That was the whole problem. Denny was too damn happy. He'd made top ten in the last five races. They had money coming in, had a sponsor who owned more than one local business. The car was perfect. They had the cash for tires. The backup car was perfect. All week, he kept praying for something to go wrong. Here they were, waiting for the start signal and nothing had gone wrong.
"Since when did you get superstitious?" Sully smacked the side of the car as he straightened up. "Behave yourself out there."
"You want me to behave or you want me to win?" Denny glared at him but good before pulling his helmet on.
"Both. Whatever's eating you, leave it at the start line."
Easy for him to say. Denny went through his usual start-up ritual, checking everything twice, making sure he wasn't forgetting anything.
Maybe something would go wrong tomorrow. Maybe he'd forgotten to pay the phone bill. He still wasn't so good at this whole home-ownership thing.
He'd probably forgotten a condo-association fee. That would do. He'd take anything right now. A wreck. That would be even better.
He needed something to go wrong, just a little something. Wrecking Sully's perfectly balanced masterpiece would do nicely. A wreck wasn't what worried him. What had him all wound up was the idea of getting busted for being Sully's lover. He could take anything but that.
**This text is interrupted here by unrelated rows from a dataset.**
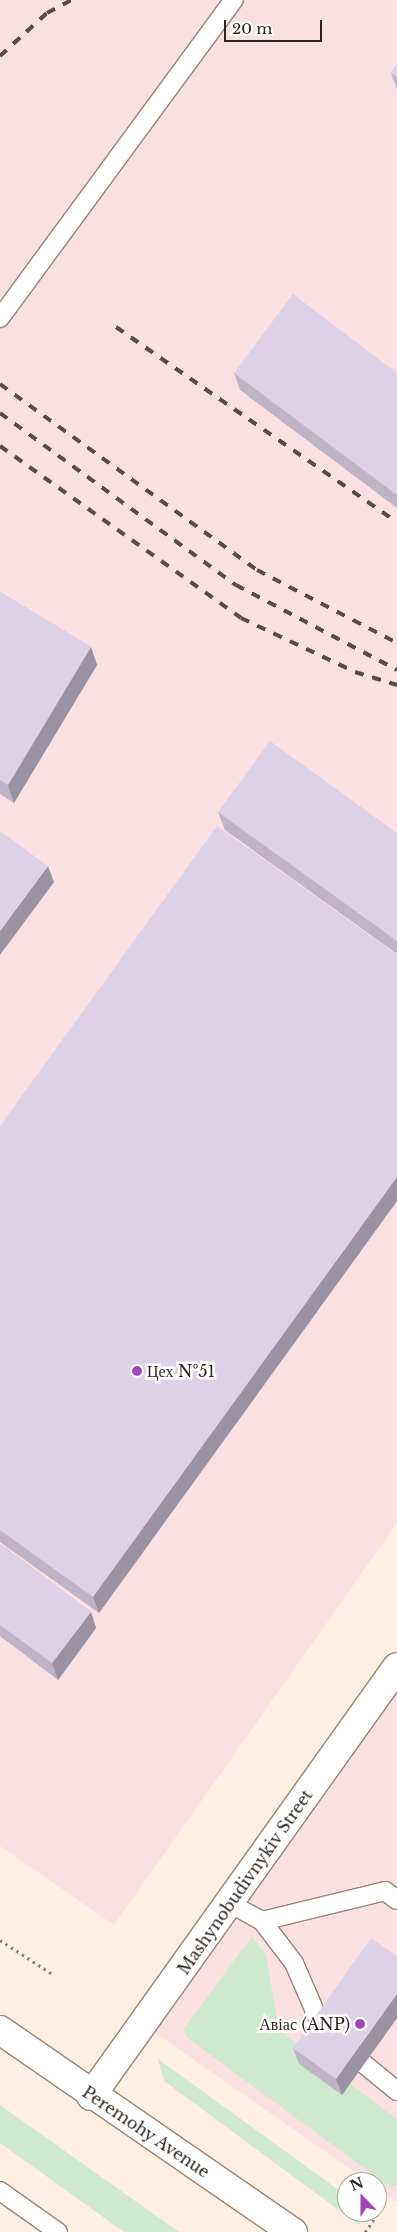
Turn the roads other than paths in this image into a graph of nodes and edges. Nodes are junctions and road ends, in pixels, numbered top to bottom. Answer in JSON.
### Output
{"nodes":[{"id":1,"x":234,"y":0,"type":"edge"},
{"id":2,"x":0,"y":318,"type":"edge"},
{"id":3,"x":397,"y":1667,"type":"edge"},
{"id":4,"x":397,"y":1900,"type":"edge"},
{"id":5,"x":231,"y":1904,"type":"junction"},
{"id":6,"x":262,"y":1921,"type":"junction"},
{"id":7,"x":0,"y":2030,"type":"edge"},
{"id":8,"x":323,"y":2030,"type":"edge"},
{"id":9,"x":364,"y":2064,"type":"dead end"},
{"id":10,"x":397,"y":2091,"type":"edge"},
{"id":11,"x":91,"y":2096,"type":"junction"},
{"id":12,"x":0,"y":2191,"type":"edge"},
{"id":13,"x":58,"y":2232,"type":"edge"},
{"id":14,"x":293,"y":2232,"type":"edge"}],
"edges":[{"from":1,"to":2,"type":"lane"},
{"from":3,"to":5,"type":"street","name":"Mashynobudivnykiv Street"},
{"from":4,"to":6,"type":"lane"},
{"from":5,"to":6,"type":"lane"},
{"from":5,"to":11,"type":"street","name":"Mashynobudivnykiv Street"},
{"from":6,"to":8,"type":"lane"},
{"from":7,"to":11,"type":"street","name":"Peremohy Avenue"},
{"from":9,"to":10,"type":"lane"},
{"from":11,"to":14,"type":"street","name":"Peremohy Avenue"},
{"from":12,"to":13,"type":"lane"}]}
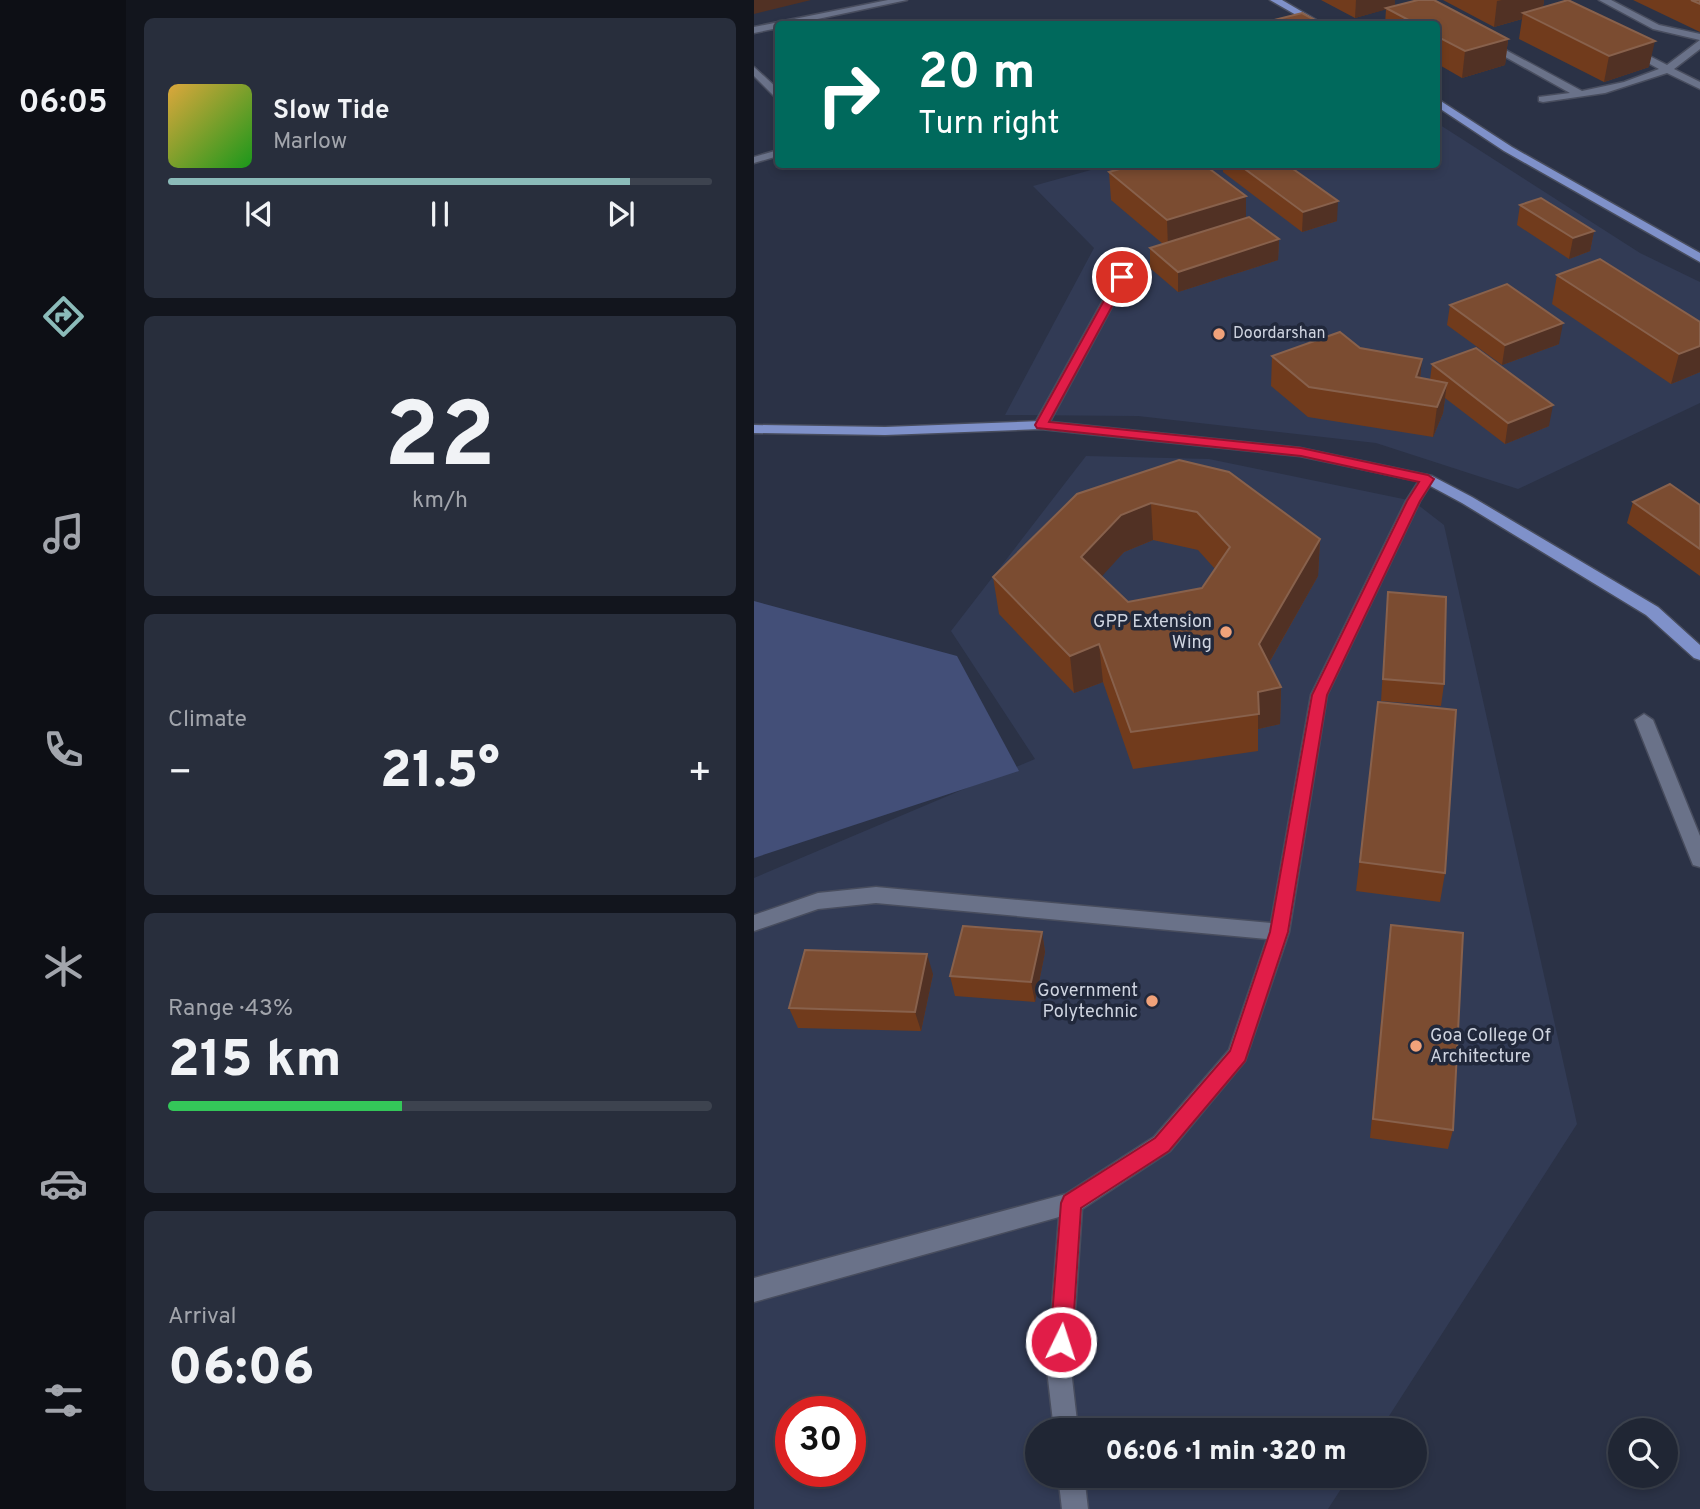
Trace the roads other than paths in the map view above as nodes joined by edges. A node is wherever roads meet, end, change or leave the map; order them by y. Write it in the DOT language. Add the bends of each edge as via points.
graph roads {
  1 [pos="902,0"];
  2 [pos="1275,0"];
  3 [pos="1604,0"];
  4 [pos="1306,18"];
  5 [pos="800,21"];
  6 [pos="1292,21"];
  7 [pos="1312,21"];
  8 [pos="775,26"];
  9 [pos="754,30"];
  10 [pos="1700,37"];
  11 [pos="1479,38"];
  12 [pos="1700,43"];
  13 [pos="1622,46"];
  14 [pos="1668,69"];
  15 [pos="754,70"];
  16 [pos="1700,86"];
  17 [pos="775,91"];
  18 [pos="1582,95"];
  19 [pos="1543,99"];
  20 [pos="1440,104"];
  21 [pos="775,154"];
  22 [pos="754,160"];
  23 [pos="1700,258"];
  24 [pos="1122,277"];
  25 [pos="1041,425"];
  26 [pos="754,429"];
  27 [pos="1428,479"];
  28 [pos="1700,654"];
  29 [pos="1644,720"];
  30 [pos="1700,860"];
  31 [pos="754,923"];
  32 [pos="1279,932"];
  33 [pos="1071,1203"];
  34 [pos="754,1290"];
  35 [pos="1065,1418"];
  36 [pos="1073,1488"];
  37 [pos="1075,1509"];
  1 -- 5 [label="street"];
  2 -- 4 [label="main road"];
  3 -- 10 [label="street" via="1656,27"];
  4 -- 6 [label="street"];
  4 -- 7 [label="main road"];
  8 -- 9 [label="street"];
  11 -- 18 [label="street"];
  12 -- 14 [label="street"];
  13 -- 14 [label="street"];
  14 -- 16 [label="street"];
  14 -- 18 [label="street"];
  15 -- 17 [label="street"];
  18 -- 19 [label="street"];
  20 -- 23 [label="main road" via="1508,149"];
  21 -- 22 [label="street"];
  24 -- 25 [label="street"];
  25 -- 26 [label="main road" via="885,431"];
  25 -- 27 [label="main road" via="1301,452"];
  27 -- 28 [label="main road" via="1652,611"];
  27 -- 32 [label="street" via="1319,695"];
  29 -- 30 [label="street"];
  31 -- 32 [label="street" via="818,901 876,895"];
  32 -- 33 [label="street" via="1238,1055 1162,1144"];
  33 -- 34 [label="street"];
  33 -- 35 [label="street" via="1059,1370"];
  36 -- 37 [label="street"];
}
Jesus, anything at all.
But nothing went wrong.
Not even a dropped lug nut on a tire change. Sully would kill him for speeding on pit road, so he didn't try to go there, though he was damn tempted. Five laps from the end of the race, and he was running smoothly in third, staring at the back end of the second-place car. Michaelson was a temperamental bitch to pass, but Denny was better in the turns than anyone on the track--and that wasn't being vain.
God, he loved driving. And he loved driving Sully's cars. He could feel Sully's touch every time he drove down into a corner, that magical thing Sully could do that made the car cling to the track no matter how Denny pushed its limits. He could feel it through his hands, his feet, his spine. Sully's magic let him downshift coming out of turn three and into four, tires gnawing along the low line. Coming out of four, he saw the numbers of Michaelson's car, the big red 08, slide through his peripheral vision and fall behind him.
His car--their car--bit down on the straightaway, and he opened her up to put some distance between him and Michaelson before he hit traffic up ahead, guys struggling to get a lap back by passing the lead car. Kennedy. Denny wasn't too interested in catching Kennedy unless the chance offered itself up, he was more interested in staying ahead of Michaelson. Kennedy hadn't finished top ten in two months and racked up DNFs like he was starting a collection. Michaelson, on the other hand, was a pain in the ass.
The next lap was like running an obstacle course. He got three-wide with Michaelson and some kid four laps down who didn't know when to step aside and let his betters through. Almost done with the race. Almost done and then he'd have nothing ahead of him for days except beer, takeout and Sully. If they got through this in one piece, maybe that meant the universe, or the Good Lord, or whoever was in charge, was gonna let Denny get away with being in love with Sully. Wouldn't that be good?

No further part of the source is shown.